DATA EXTRACT below:

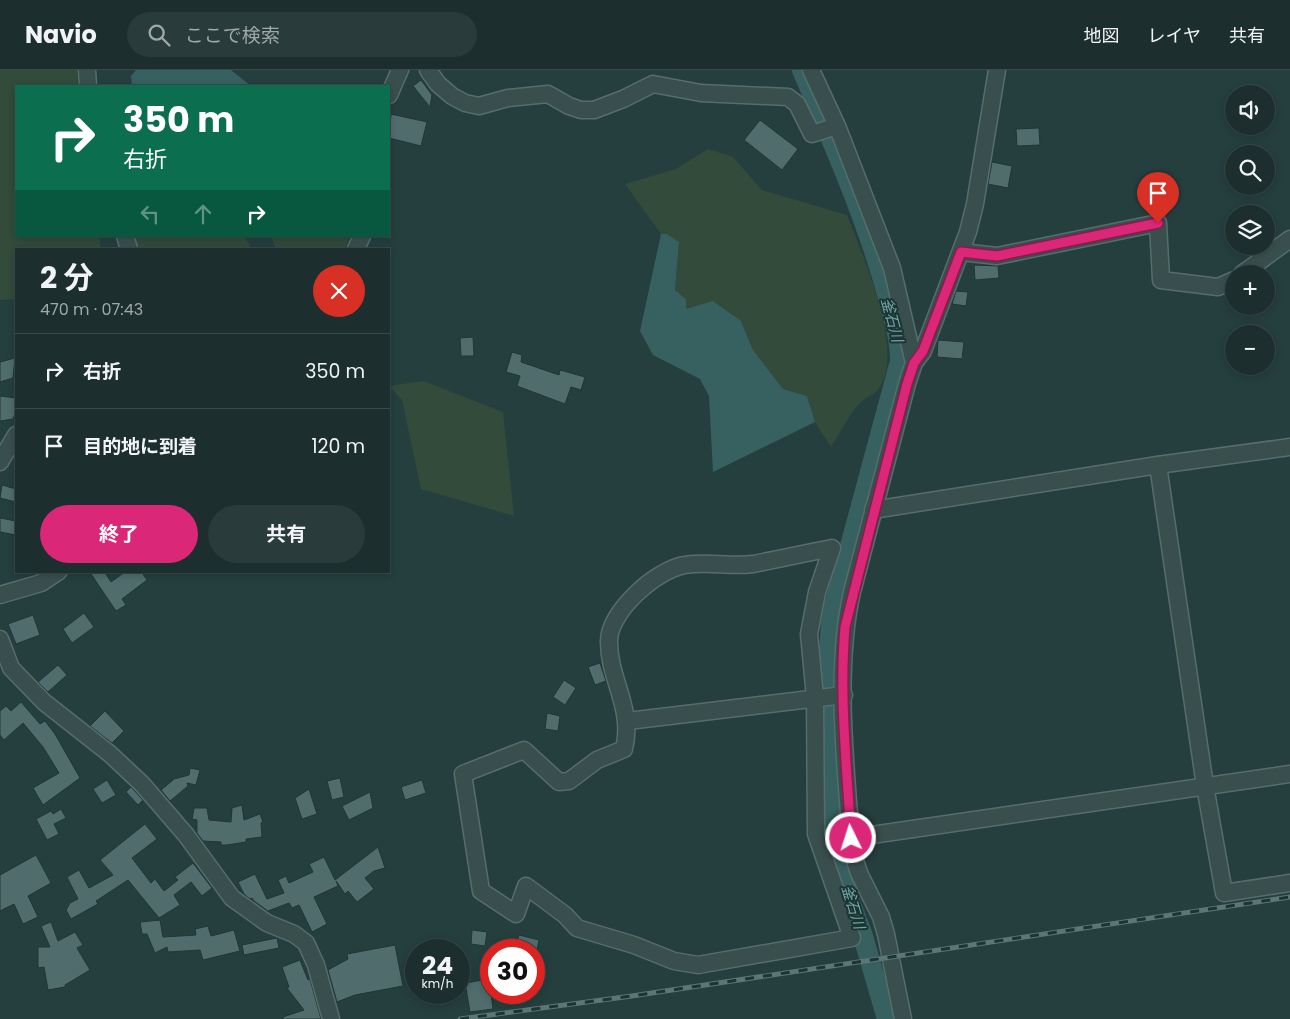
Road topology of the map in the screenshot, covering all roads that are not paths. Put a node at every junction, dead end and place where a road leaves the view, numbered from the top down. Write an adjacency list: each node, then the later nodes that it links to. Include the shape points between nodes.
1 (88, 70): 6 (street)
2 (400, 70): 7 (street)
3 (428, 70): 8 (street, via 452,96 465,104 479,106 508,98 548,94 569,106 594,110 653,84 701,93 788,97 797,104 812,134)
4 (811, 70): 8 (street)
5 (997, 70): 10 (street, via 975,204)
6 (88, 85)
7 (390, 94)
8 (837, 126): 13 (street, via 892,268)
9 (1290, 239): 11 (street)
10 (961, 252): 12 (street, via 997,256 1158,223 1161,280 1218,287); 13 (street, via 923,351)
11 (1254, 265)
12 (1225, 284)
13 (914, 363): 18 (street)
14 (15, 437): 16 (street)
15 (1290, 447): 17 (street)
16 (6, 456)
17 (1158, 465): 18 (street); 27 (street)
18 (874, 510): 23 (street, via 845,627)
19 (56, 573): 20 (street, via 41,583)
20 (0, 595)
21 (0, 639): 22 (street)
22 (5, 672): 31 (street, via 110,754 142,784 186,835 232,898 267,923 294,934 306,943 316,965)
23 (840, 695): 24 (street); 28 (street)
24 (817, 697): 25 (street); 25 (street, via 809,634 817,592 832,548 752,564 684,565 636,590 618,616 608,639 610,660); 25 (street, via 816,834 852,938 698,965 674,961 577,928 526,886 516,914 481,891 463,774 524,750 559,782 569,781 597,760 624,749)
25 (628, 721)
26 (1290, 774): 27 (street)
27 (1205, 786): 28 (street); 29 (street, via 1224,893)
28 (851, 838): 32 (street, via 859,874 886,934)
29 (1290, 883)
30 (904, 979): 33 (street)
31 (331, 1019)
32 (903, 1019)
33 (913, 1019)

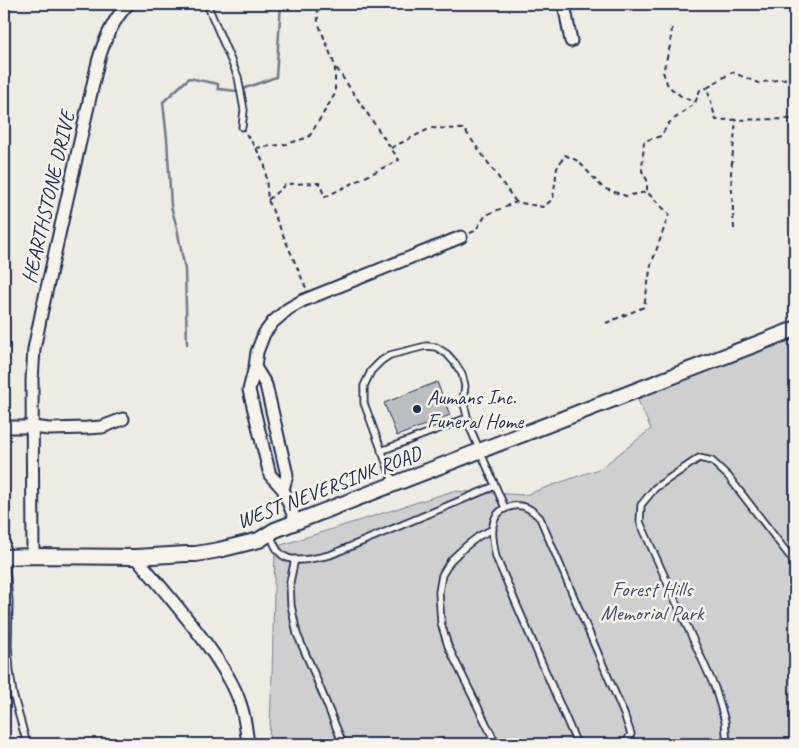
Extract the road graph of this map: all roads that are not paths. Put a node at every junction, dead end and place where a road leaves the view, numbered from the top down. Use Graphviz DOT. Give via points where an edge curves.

End of DATA EXTRACT.
DATA EXTRACT below:

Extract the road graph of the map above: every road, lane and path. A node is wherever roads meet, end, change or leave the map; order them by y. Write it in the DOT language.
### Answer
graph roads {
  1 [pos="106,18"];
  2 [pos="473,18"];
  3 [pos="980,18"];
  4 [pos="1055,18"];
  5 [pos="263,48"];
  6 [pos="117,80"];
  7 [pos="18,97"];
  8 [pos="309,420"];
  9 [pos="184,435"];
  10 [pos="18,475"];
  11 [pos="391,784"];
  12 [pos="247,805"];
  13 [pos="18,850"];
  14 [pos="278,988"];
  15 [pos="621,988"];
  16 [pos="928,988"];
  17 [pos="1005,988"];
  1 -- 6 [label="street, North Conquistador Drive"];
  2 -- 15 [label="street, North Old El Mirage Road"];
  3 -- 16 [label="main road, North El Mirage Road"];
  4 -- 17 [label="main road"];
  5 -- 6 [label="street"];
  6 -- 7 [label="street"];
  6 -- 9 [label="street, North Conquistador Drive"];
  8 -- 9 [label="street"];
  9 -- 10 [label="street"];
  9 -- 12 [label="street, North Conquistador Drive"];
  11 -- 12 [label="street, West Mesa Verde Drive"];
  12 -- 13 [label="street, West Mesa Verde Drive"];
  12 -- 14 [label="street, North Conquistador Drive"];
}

End of DATA EXTRACT.
DATA EXTRACT below:

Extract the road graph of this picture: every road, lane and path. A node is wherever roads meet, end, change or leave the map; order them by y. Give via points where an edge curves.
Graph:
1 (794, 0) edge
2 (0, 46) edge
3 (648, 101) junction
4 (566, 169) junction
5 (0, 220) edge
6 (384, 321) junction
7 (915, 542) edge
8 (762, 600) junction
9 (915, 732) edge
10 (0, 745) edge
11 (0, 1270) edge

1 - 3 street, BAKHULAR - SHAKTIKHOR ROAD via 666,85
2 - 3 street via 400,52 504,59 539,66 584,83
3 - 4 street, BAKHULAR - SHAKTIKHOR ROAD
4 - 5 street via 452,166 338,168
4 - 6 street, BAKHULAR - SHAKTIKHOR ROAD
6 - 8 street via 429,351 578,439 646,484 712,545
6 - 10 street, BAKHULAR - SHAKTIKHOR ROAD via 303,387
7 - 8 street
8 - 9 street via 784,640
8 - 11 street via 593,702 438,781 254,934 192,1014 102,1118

End of DATA EXTRACT.

* _EXERCISE GOAL_:
Only a number is wanted: how many lines of the material include the word "Give".

* _RESULT OF THE TASK_:
2